WHAT THE TASK ASKS: Without including any pictures, give back all of the data exactly.

[Saved entries]

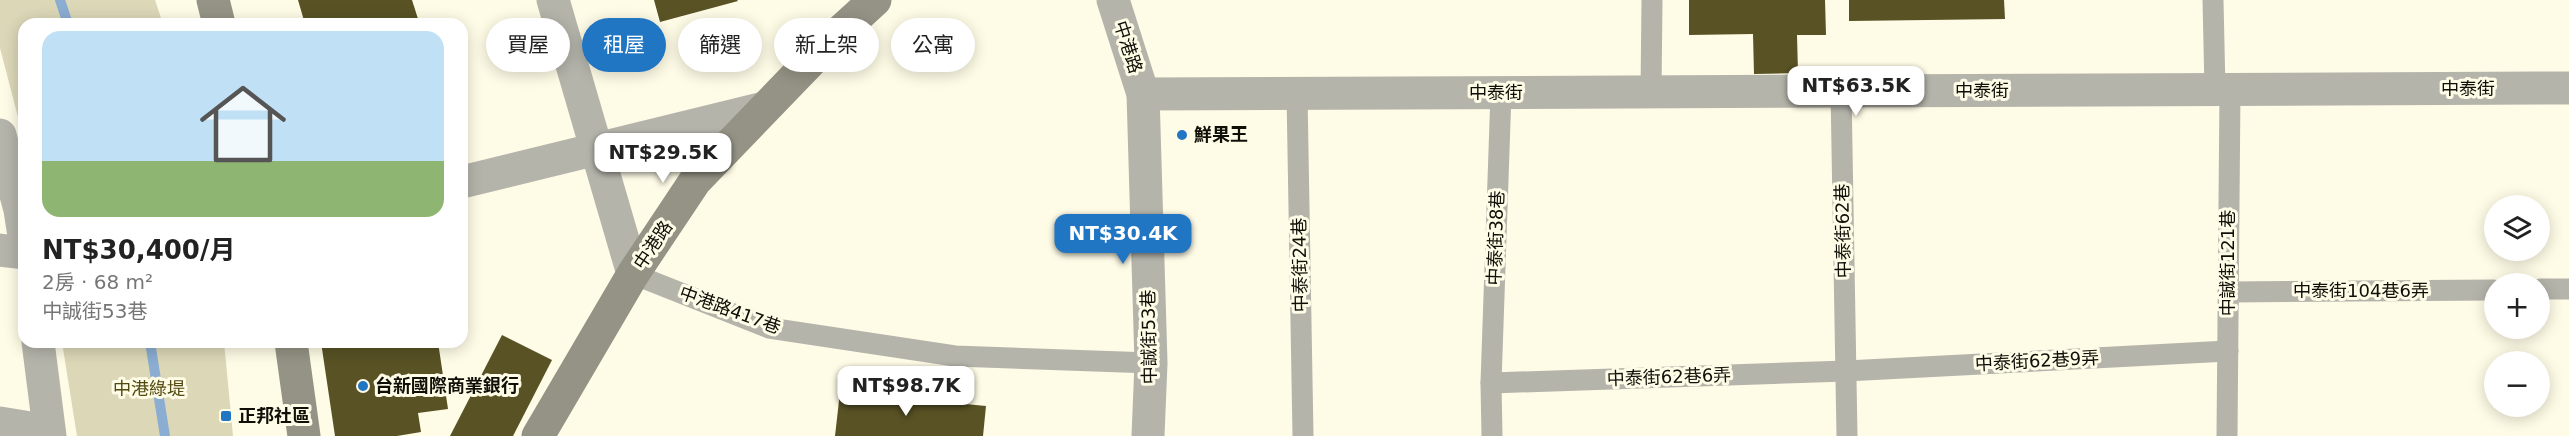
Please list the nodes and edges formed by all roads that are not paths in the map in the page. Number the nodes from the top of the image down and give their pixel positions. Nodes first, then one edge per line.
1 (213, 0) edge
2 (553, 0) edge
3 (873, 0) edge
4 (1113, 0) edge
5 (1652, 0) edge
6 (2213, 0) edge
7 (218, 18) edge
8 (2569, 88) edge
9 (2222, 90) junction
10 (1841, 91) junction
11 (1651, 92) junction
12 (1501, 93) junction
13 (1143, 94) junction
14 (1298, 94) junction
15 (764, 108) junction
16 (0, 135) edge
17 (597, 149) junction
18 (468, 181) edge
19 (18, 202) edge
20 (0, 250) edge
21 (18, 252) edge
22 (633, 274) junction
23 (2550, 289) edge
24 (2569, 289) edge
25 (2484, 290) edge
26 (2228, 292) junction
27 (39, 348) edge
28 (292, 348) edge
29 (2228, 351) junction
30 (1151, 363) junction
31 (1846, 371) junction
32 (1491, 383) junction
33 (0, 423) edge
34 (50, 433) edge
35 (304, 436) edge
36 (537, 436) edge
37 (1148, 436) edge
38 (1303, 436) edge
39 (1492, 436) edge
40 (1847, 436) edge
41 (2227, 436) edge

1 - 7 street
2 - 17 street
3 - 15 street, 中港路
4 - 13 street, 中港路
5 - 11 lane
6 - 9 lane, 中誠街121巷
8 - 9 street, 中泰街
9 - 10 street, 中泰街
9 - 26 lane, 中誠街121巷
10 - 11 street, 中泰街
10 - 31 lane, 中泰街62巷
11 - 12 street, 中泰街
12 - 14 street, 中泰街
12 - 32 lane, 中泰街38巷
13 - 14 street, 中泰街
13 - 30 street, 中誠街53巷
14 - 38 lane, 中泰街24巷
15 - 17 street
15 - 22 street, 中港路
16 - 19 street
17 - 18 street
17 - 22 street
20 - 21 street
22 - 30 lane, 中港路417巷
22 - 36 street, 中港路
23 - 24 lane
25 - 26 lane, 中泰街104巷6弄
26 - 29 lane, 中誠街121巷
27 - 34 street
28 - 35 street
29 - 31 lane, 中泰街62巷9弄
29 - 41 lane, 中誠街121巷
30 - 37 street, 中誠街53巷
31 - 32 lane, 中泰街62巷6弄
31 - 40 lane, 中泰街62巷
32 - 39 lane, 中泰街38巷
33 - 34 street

WRITTEN ANSWER:
Please list the nodes and edges formed by all roads that are not paths in the map in the page. Number the nodes from the top of the image down and give their pixel positions. Nodes first, then one edge per line.
1 (213, 0) edge
2 (553, 0) edge
3 (873, 0) edge
4 (1113, 0) edge
5 (1652, 0) edge
6 (2213, 0) edge
7 (218, 18) edge
8 (2569, 88) edge
9 (2222, 90) junction
10 (1841, 91) junction
11 (1651, 92) junction
12 (1501, 93) junction
13 (1143, 94) junction
14 (1298, 94) junction
15 (764, 108) junction
16 (0, 135) edge
17 (597, 149) junction
18 (468, 181) edge
19 (18, 202) edge
20 (0, 250) edge
21 (18, 252) edge
22 (633, 274) junction
23 (2550, 289) edge
24 (2569, 289) edge
25 (2484, 290) edge
26 (2228, 292) junction
27 (39, 348) edge
28 (292, 348) edge
29 (2228, 351) junction
30 (1151, 363) junction
31 (1846, 371) junction
32 (1491, 383) junction
33 (0, 423) edge
34 (50, 433) edge
35 (304, 436) edge
36 (537, 436) edge
37 (1148, 436) edge
38 (1303, 436) edge
39 (1492, 436) edge
40 (1847, 436) edge
41 (2227, 436) edge

1 - 7 street
2 - 17 street
3 - 15 street, 中港路
4 - 13 street, 中港路
5 - 11 lane
6 - 9 lane, 中誠街121巷
8 - 9 street, 中泰街
9 - 10 street, 中泰街
9 - 26 lane, 中誠街121巷
10 - 11 street, 中泰街
10 - 31 lane, 中泰街62巷
11 - 12 street, 中泰街
12 - 14 street, 中泰街
12 - 32 lane, 中泰街38巷
13 - 14 street, 中泰街
13 - 30 street, 中誠街53巷
14 - 38 lane, 中泰街24巷
15 - 17 street
15 - 22 street, 中港路
16 - 19 street
17 - 18 street
17 - 22 street
20 - 21 street
22 - 30 lane, 中港路417巷
22 - 36 street, 中港路
23 - 24 lane
25 - 26 lane, 中泰街104巷6弄
26 - 29 lane, 中誠街121巷
27 - 34 street
28 - 35 street
29 - 31 lane, 中泰街62巷9弄
29 - 41 lane, 中誠街121巷
30 - 37 street, 中誠街53巷
31 - 32 lane, 中泰街62巷6弄
31 - 40 lane, 中泰街62巷
32 - 39 lane, 中泰街38巷
33 - 34 street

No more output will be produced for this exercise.